## EXERCISE DIRECTIONS
Print every entry exactly as written and exclude all images.

## TASK DATA
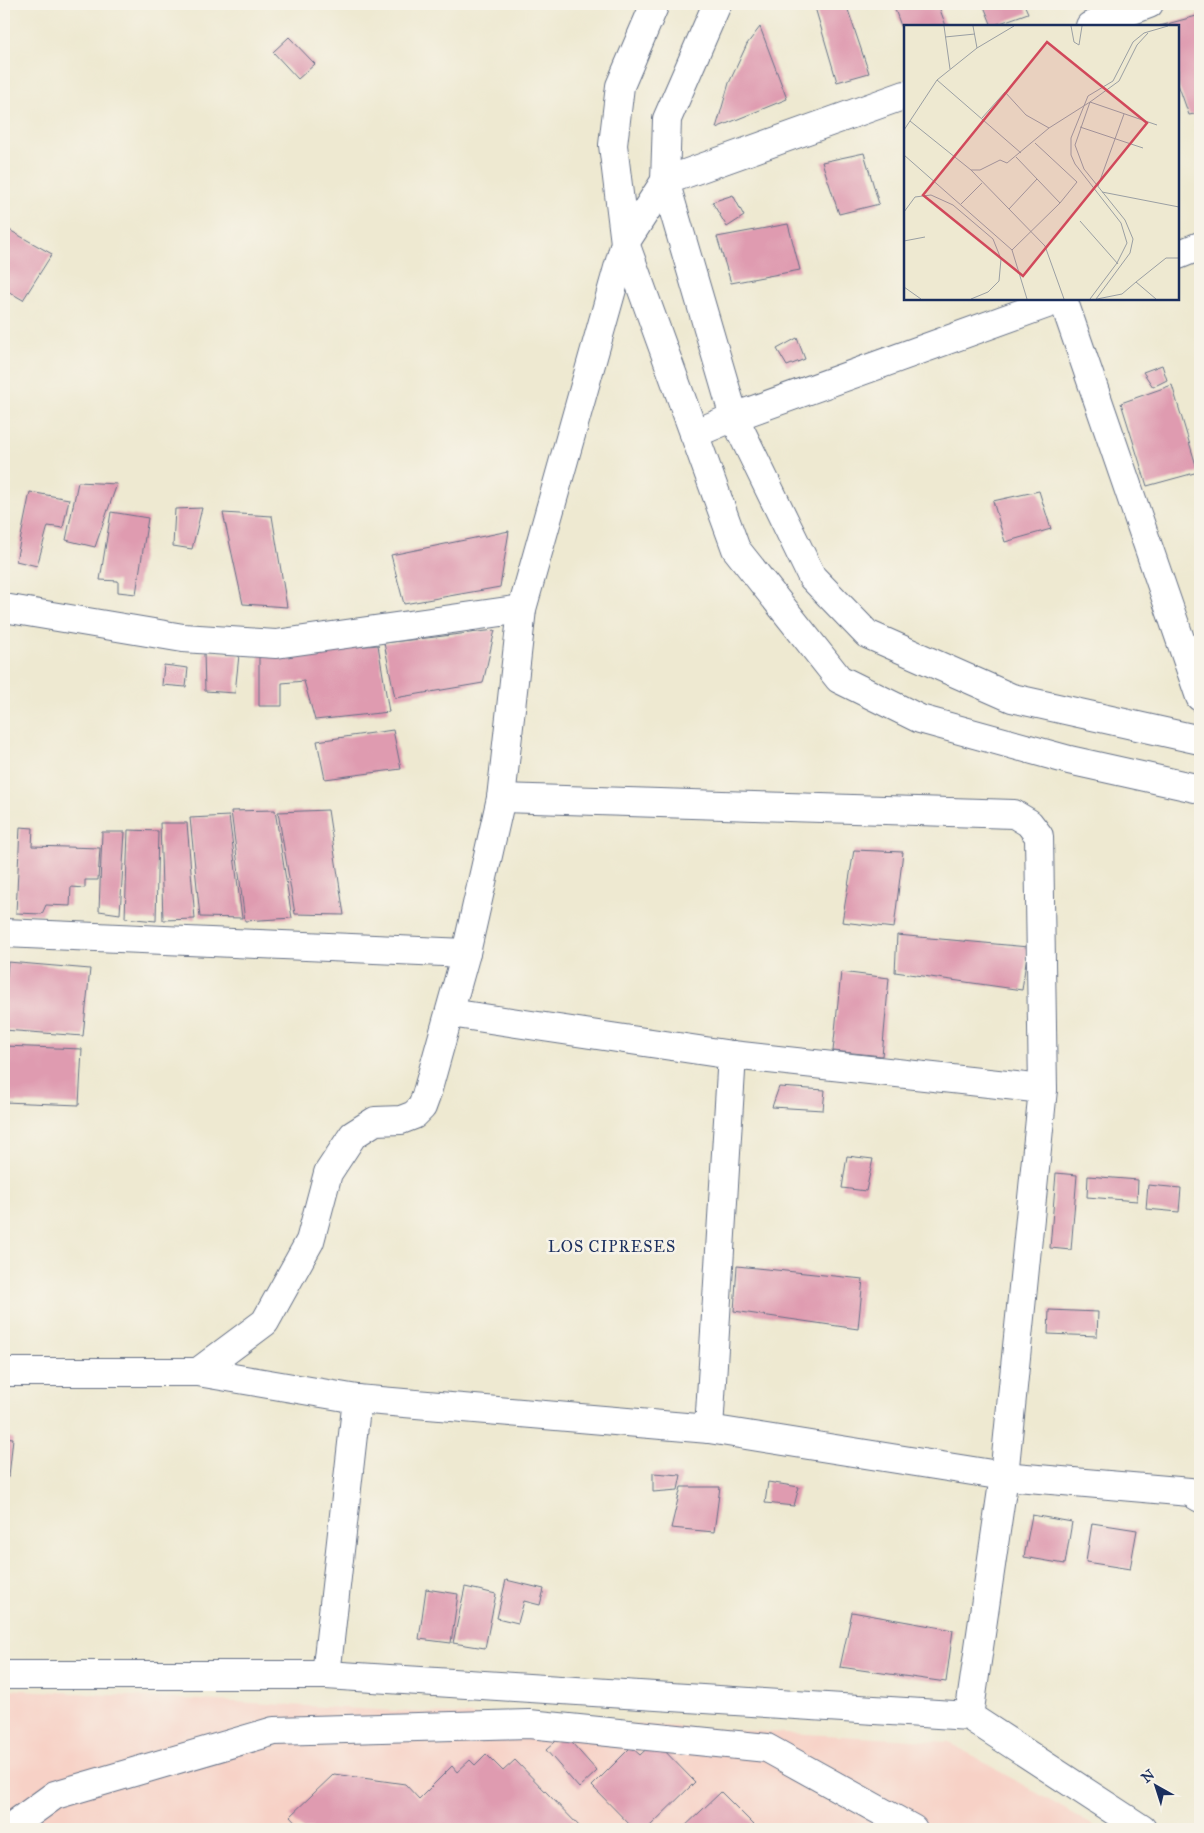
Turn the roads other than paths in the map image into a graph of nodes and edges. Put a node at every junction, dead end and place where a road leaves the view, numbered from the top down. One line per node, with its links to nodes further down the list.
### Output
1 (655, 4): 7 (street)
2 (717, 4): 6 (street)
3 (1149, 4): 4 (street)
4 (1093, 25)
5 (904, 95): 6 (street)
6 (665, 181): 7 (street); 12 (street)
7 (625, 243): 13 (street); 17 (street)
8 (1200, 246): 9 (street)
9 (1179, 255)
10 (1059, 300): 12 (street)
11 (1062, 300): 18 (street)
12 (734, 417): 13 (street); 14 (street)
13 (694, 434): 15 (street)
14 (812, 577): 15 (street); 19 (street)
15 (779, 604): 20 (street)
16 (4, 608): 17 (street)
17 (522, 609): 21 (street)
18 (1200, 697)
19 (1200, 740)
20 (1200, 789)
21 (501, 798): 23 (street); 26 (street)
22 (4, 933): 23 (street)
23 (466, 954): 24 (street)
24 (450, 1014): 25 (street); 28 (street)
25 (732, 1055): 26 (street); 30 (street)
26 (1043, 1089): 31 (street)
27 (4, 1372): 28 (street)
28 (198, 1372): 29 (street)
29 (358, 1399): 30 (street); 34 (street)
30 (709, 1429): 31 (street)
31 (1004, 1476): 32 (street); 35 (street)
32 (1200, 1498)
33 (4, 1675): 34 (street)
34 (326, 1675): 35 (street)
35 (969, 1716): 38 (street)
36 (8, 1829): 37 (street)
37 (913, 1829)
38 (1142, 1829)

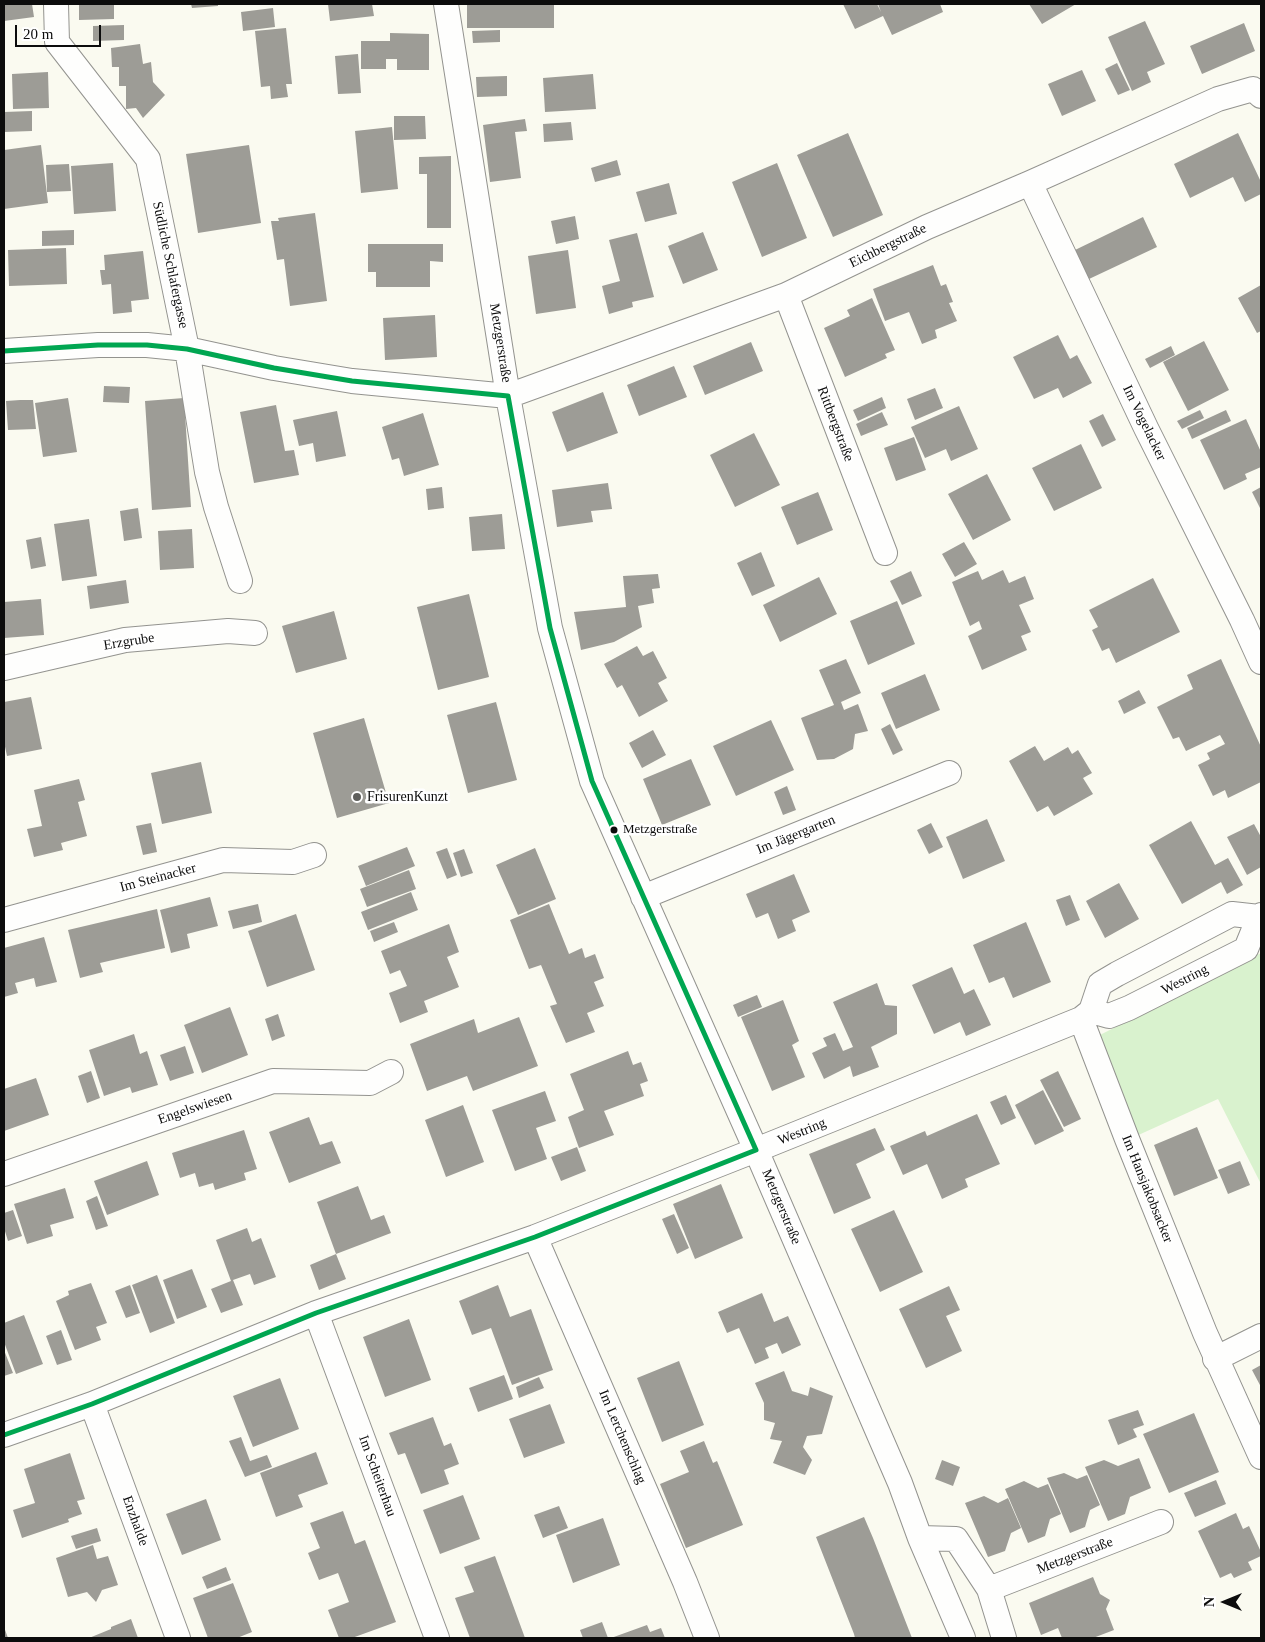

## OUTPUT OF THE EXERCISE
Turn the roads other than paths in the map image into a graph of nodes and edges. Put a node at every junction, dead end and place where a road leaves the view, numbered from the top down. One line per node, with its links to nodes further down the list.
### Output
1 (655, 4): 7 (street)
2 (717, 4): 6 (street)
3 (1149, 4): 4 (street)
4 (1093, 25)
5 (904, 95): 6 (street)
6 (665, 181): 7 (street); 12 (street)
7 (625, 243): 13 (street); 17 (street)
8 (1200, 246): 9 (street)
9 (1179, 255)
10 (1059, 300): 12 (street)
11 (1062, 300): 18 (street)
12 (734, 417): 13 (street); 14 (street)
13 (694, 434): 15 (street)
14 (812, 577): 15 (street); 19 (street)
15 (779, 604): 20 (street)
16 (4, 608): 17 (street)
17 (522, 609): 21 (street)
18 (1200, 697)
19 (1200, 740)
20 (1200, 789)
21 (501, 798): 23 (street); 26 (street)
22 (4, 933): 23 (street)
23 (466, 954): 24 (street)
24 (450, 1014): 25 (street); 28 (street)
25 (732, 1055): 26 (street); 30 (street)
26 (1043, 1089): 31 (street)
27 (4, 1372): 28 (street)
28 (198, 1372): 29 (street)
29 (358, 1399): 30 (street); 34 (street)
30 (709, 1429): 31 (street)
31 (1004, 1476): 32 (street); 35 (street)
32 (1200, 1498)
33 (4, 1675): 34 (street)
34 (326, 1675): 35 (street)
35 (969, 1716): 38 (street)
36 (8, 1829): 37 (street)
37 (913, 1829)
38 (1142, 1829)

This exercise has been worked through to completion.